Yesterday’s big benefit increases were widely signalled, both to deliver on Ardern’s promise to reduce poverty and inequality, and as a post-Covid fiscal stimulus.

The Government and Treasury seem confident there is spare capacity to avoid the cash evaporating into inflation, with the Consumer Price Index forecast to increase to only 2.4 per cent this financial year – still within the Reserve Bank’s 1-3 per cent range and close to the 2 per cent midpoint – before dropping back below 2 per cent.

This will apparently be accomplished with no increase in short-term interest rates, although the 10-year bond rate will rise fractionally each year.

After increasing 17.3 per cent this year, house-price inflation is meant to sit around the low CPI rates for the next 48 months. Despite the big increases to benefits and the minimum wage, and the radical plan to return to centralised wage bargaining, unemployment is meant to begin tracking down, helped by slashing immigration.

Hourly wage rates are forecast to increase faster than either CPI or house-price inflation. Total and per capita GDP growth are picked to be respectable. The trade-weighted index will stay around 75, which is not too bad for exporters but high enough to make overseas holidays affordable, when and if they resume. Net core Crown debt never passes 50 per cent of GDP and starts to fall by the middle of the decade.

If anything like this eventuates, Ardern’s third term and probably her fourth are secure.

National remains in disarray, as its response yesterday again confirms, and there is no John Key or Ardern in its ranks or even hanging around its periphery. Its top performers, Chris Bishop and Nicola Willis, are far too liberal for a caucus and wider party increasingly influenced by the so-called Taliban of ultra-conservative Christian evangelicals.

Moreover, Robertson has left enough fiscal room remaining for another spray of cash in election year. Who knows, the Government’s bet may pay off, that abolishing the very idea of low-wage jobs will lead to lower-productivity firms closing, and an economy-wide increase in productivity enhancing investment in technology and skills.
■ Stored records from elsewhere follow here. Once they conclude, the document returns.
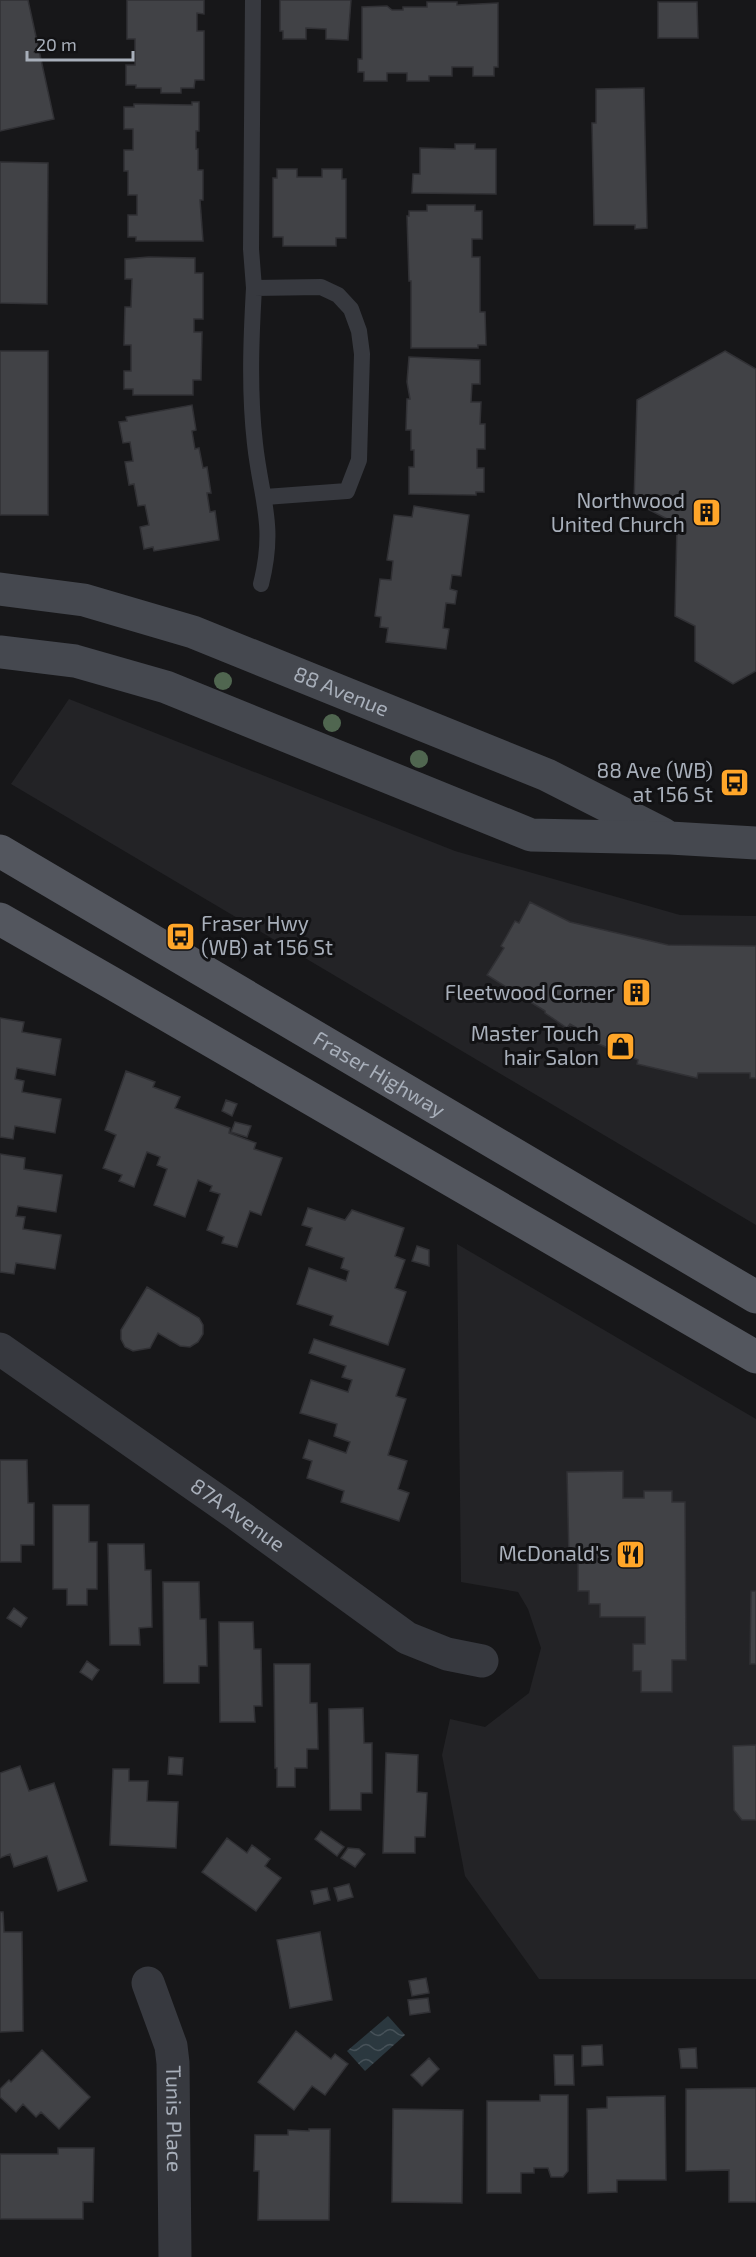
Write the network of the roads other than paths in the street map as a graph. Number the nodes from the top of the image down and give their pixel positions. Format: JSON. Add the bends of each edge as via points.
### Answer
{"nodes":[{"id":1,"x":253,"y":0,"type":"edge"},
{"id":2,"x":254,"y":288,"type":"junction"},
{"id":3,"x":265,"y":497,"type":"junction"},
{"id":4,"x":261,"y":584,"type":"dead end"},
{"id":5,"x":0,"y":589,"type":"edge"},
{"id":6,"x":0,"y":652,"type":"edge"},
{"id":7,"x":670,"y":838,"type":"junction"},
{"id":8,"x":756,"y":843,"type":"edge"},
{"id":9,"x":0,"y":851,"type":"edge"},
{"id":10,"x":0,"y":919,"type":"edge"},
{"id":11,"x":756,"y":1297,"type":"edge"},
{"id":12,"x":0,"y":1349,"type":"edge"},
{"id":13,"x":756,"y":1357,"type":"edge"},
{"id":14,"x":482,"y":1661,"type":"dead end"},
{"id":15,"x":148,"y":1983,"type":"dead end"},
{"id":16,"x":175,"y":2257,"type":"edge"}],
"edges":[{"from":1,"to":2,"type":"lane"},
{"from":2,"to":3,"type":"lane","via":[[251,388],[254,443]]},
{"from":2,"to":3,"type":"lane","via":[[321,287],[338,296],[351,309],[362,354],[359,460],[347,491]]},
{"from":3,"to":4,"type":"lane","via":[[268,556]]},
{"from":5,"to":7,"type":"main road","name":"88 Avenue","via":[[84,600],[193,632],[547,775]]},
{"from":6,"to":7,"type":"main road","name":"88 Avenue","via":[[75,661],[166,687],[531,835]]},
{"from":7,"to":8,"type":"main road","name":"88 Avenue"},
{"from":9,"to":11,"type":"main road","name":"Fraser Highway"},
{"from":10,"to":13,"type":"main road"},
{"from":12,"to":14,"type":"street","name":"87A Avenue","via":[[407,1638],[447,1654]]},
{"from":15,"to":16,"type":"street","name":"Tunis Place","via":[[166,2030],[173,2063]]}]}
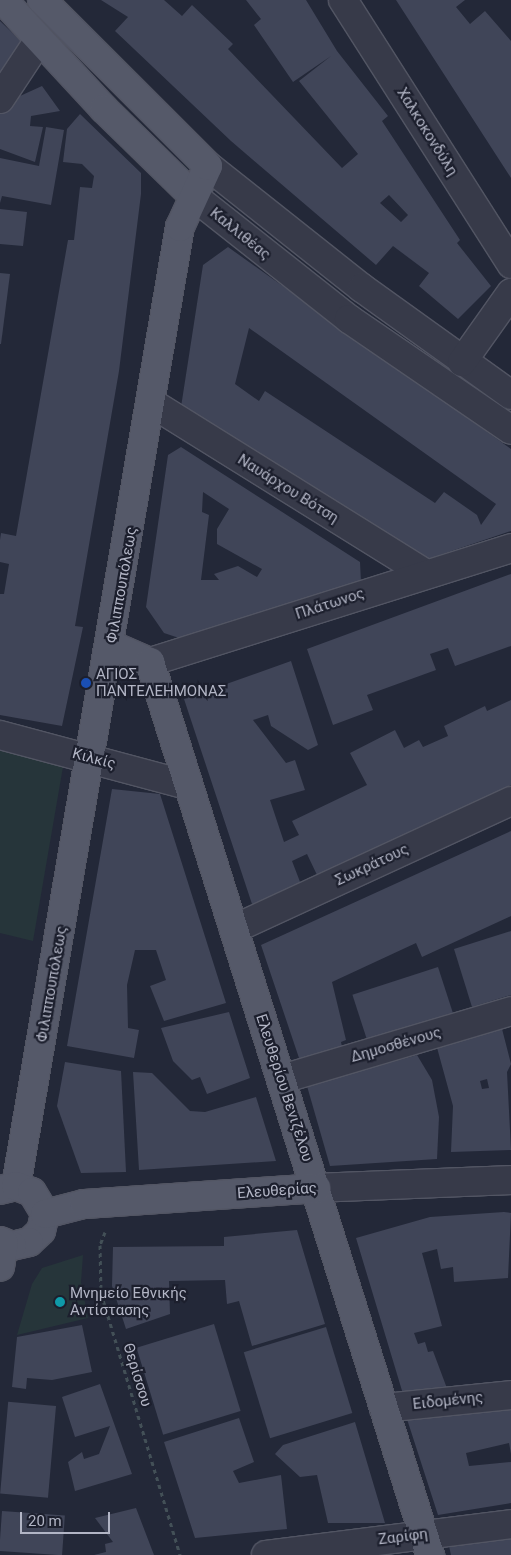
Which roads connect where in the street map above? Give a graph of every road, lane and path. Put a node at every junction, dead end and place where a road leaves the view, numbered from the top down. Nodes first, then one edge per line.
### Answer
1 (3, 0) edge
2 (343, 0) edge
3 (52, 4) edge
4 (39, 40) junction
5 (0, 99) edge
6 (208, 166) junction
7 (192, 195) junction
8 (511, 264) edge
9 (511, 292) edge
10 (462, 362) junction
11 (511, 395) edge
12 (153, 404) junction
13 (511, 430) edge
14 (511, 548) edge
15 (424, 574) junction
16 (111, 645) junction
17 (150, 662) junction
18 (0, 735) edge
19 (92, 758) junction
20 (187, 786) junction
21 (511, 801) edge
22 (234, 929) junction
23 (511, 1011) edge
24 (282, 1079) junction
25 (511, 1180) edge
26 (8, 1188) edge
27 (316, 1188) junction
28 (117, 1201) junction
29 (44, 1214) junction
30 (1, 1250) edge
31 (511, 1395) edge
32 (384, 1408) junction
33 (511, 1524) edge
34 (427, 1544) edge
35 (180, 1555) edge
36 (266, 1555) edge

1 - 4 main road, Καλλιθέας
2 - 8 street, Χαλκοκονδύλη
3 - 6 main road
4 - 5 street
4 - 7 main road, Καλλιθέας
6 - 7 main road, Φιλιππουπόλεως
6 - 10 street
7 - 12 main road, Φιλιππουπόλεως
7 - 13 street, Καλλιθέας
9 - 10 street
10 - 11 street
12 - 15 street, Ναυάρχου Βότση
12 - 16 main road, Φιλιππουπόλεως
14 - 15 street, Πλάτωνος
15 - 17 street, Πλάτωνος
16 - 17 main road
16 - 19 main road, Φιλιππουπόλεως
17 - 20 main road, Ελευθερίου Βενιζέλου
18 - 19 street, Κιλκίς
19 - 20 street, Κιλκίς
19 - 26 main road, Φιλιππουπόλεως
20 - 22 main road, Ελευθερίου Βενιζέλου
21 - 22 street, Σωκράτους
22 - 24 main road, Ελευθερίου Βενιζέλου
23 - 24 street, Δημοσθένους
24 - 27 main road, Ελευθερίου Βενιζέλου
25 - 27 street, Ελευθερίας
26 - 29 main road
27 - 28 main road, Ελευθερίας
27 - 32 main road, Ελευθερίου Βενιζέλου
28 - 29 main road, Ελευθερίας
28 - 35 path, Θερίσσου
29 - 30 main road
31 - 32 street, Ειδομένης
32 - 34 main road, Ελευθερίου Βενιζέλου
33 - 34 street, Ζαρίφη
34 - 36 street, Ζαρίφη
There remains, of course, one huge risk to Ardern’s re-election that could yet see Judith Collins have a shot at the top job, and it has nothing to do with the He Puapau report.

The Government has budgeted $1.4b for its Covid-19 vaccination programme. At around $280 per person – even assuming universal take up – it seems a lot, giving credence to rumours it paid top dollar for the Pfizer jab.

But vaccination is not about shovelling money out the door, at which the Government is so adept. It is more like building houses, planting trees, increasing the supply of mental health services, distributing personal protection equipment to health workers or painting schools – and so far it has been a fiasco.

Promises to high-risk frontline workers, diabetics and others with underlying health conditions have already turned out to be press statements unsupported by policies or plans. There may be a developed country doing worse than New Zealand but it is not clear which one.

If, as looks increasingly likely, the vaccination programme turns out to be another KiwiBuild rather than another Covid elimination effort, all bets are off. Ardern had better hope Robertson’s announcement of the $1.4b for the vaccination programme turns out to be one of those old-fashioned Budget initiatives that turn out to be at least somewhat correlated with reality.

– Matthew Hooton is an Auckland-based public relations consultant.